Tetapi kelebihannya yang paling menonjol dan keitstimewaannnya yang utama ialah fiqih atau keahliannya dalam soal hukum. Keahliannya dalam fiqih dan ilmu pengetahuan ini mencapai taraf yang menyebabkannya berhak menerima pujian dari Rasulullah SAW dengan sabdanya : “Ummatku yang paling tahu akan yang halal dan yang haram ialah Mu’adz bin Jabal.”
Dalam kecerdasan otak dan keberaniannya mengemukakan pendapat, Mu’adz hampir sama dengan Umar bin Khattab. Ketika Rasulullah SAW hendak mengirimnya ke Yaman, lebih dulu ditanyainya : “Apa yang menjadi pedomanmu dalam mengadili sesuatu, hai Mu’adz?” Kitabullah”, ujar Mu’adz. “Bagaimana jika kamu tidak jumpai dalam Kitabullah?”, tanya Rasulullah pula. “Saya putus dengan Sunnah Rasul”, ujuar Mu’adz. “Jika tidak kamu temui dalam Sunnah Rasulullah?” “Saya pergunakan fikiranku untuk berijtihad, dan saya takkan berlaku sia-sia”. Maka berseri-serilah wajah Rasulullah, sabdanya: “Segala puji bagi Allah yang telah memberi taufiq kepada utusan Rasulullah sebagai yang diridhai oleh Rasulullah . . . .”

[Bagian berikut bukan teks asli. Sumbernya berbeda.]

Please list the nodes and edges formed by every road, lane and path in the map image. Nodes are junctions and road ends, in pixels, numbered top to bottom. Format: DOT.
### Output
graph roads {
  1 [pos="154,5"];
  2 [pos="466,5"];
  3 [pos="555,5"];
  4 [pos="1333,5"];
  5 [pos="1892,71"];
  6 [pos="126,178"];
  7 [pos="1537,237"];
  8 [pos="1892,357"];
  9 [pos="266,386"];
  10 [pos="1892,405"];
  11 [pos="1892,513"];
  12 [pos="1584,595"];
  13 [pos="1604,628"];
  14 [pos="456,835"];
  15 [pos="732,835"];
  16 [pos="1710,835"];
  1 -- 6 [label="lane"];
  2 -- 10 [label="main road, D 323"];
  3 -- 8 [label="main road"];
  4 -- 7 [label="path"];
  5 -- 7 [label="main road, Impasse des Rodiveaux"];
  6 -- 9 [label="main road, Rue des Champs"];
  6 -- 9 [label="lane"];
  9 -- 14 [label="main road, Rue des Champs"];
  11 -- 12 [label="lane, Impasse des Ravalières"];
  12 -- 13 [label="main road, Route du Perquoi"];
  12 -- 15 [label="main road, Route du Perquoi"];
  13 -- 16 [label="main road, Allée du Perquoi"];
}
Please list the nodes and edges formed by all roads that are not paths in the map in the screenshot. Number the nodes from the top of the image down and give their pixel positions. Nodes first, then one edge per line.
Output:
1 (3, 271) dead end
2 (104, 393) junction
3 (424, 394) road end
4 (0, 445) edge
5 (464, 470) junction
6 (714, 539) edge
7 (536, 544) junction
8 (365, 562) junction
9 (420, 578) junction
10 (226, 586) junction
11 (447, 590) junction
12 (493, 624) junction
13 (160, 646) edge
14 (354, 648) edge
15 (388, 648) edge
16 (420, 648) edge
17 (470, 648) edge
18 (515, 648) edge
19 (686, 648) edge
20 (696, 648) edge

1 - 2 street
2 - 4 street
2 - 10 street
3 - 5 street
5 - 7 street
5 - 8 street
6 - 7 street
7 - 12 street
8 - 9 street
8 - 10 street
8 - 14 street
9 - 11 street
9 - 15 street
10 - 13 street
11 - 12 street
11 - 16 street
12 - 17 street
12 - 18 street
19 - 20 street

Maka kecintaan Mu’adz terhadap Kitabullah dan Sunnah Rasulullah tidak menutup pintu untuk mengikuti buah fikirannya, dan tidak menjadi penghalang bagi akalnya untuk memahami kebenaran-kebenaran dahsyat yang masih tersembunyi yang menunggu usaha orang yang akan menghadapi dan menyingkapnya.
Dan mungkin kemampuan untuk berijtihad dan keberanian menggunakan otak dan kecerdasan inilah yang menyebabkan Mu’adz berhasil mencapai kekayaan dalam ilmu fiqih, mengatasi teman dan saudara-saudaranya hingga dinyatakan oleh Rasulullah sebagai “orang yang paling tahu tentang yang halal dan yang haram”. Dan cerita-cerita sejarah melukiskan dirinya bagaimana adanya, yakni sebagai otak yang cermat dan jadi penyuluh serta dapat memutuskan persoalan dengan sebaik-baiknya . . . .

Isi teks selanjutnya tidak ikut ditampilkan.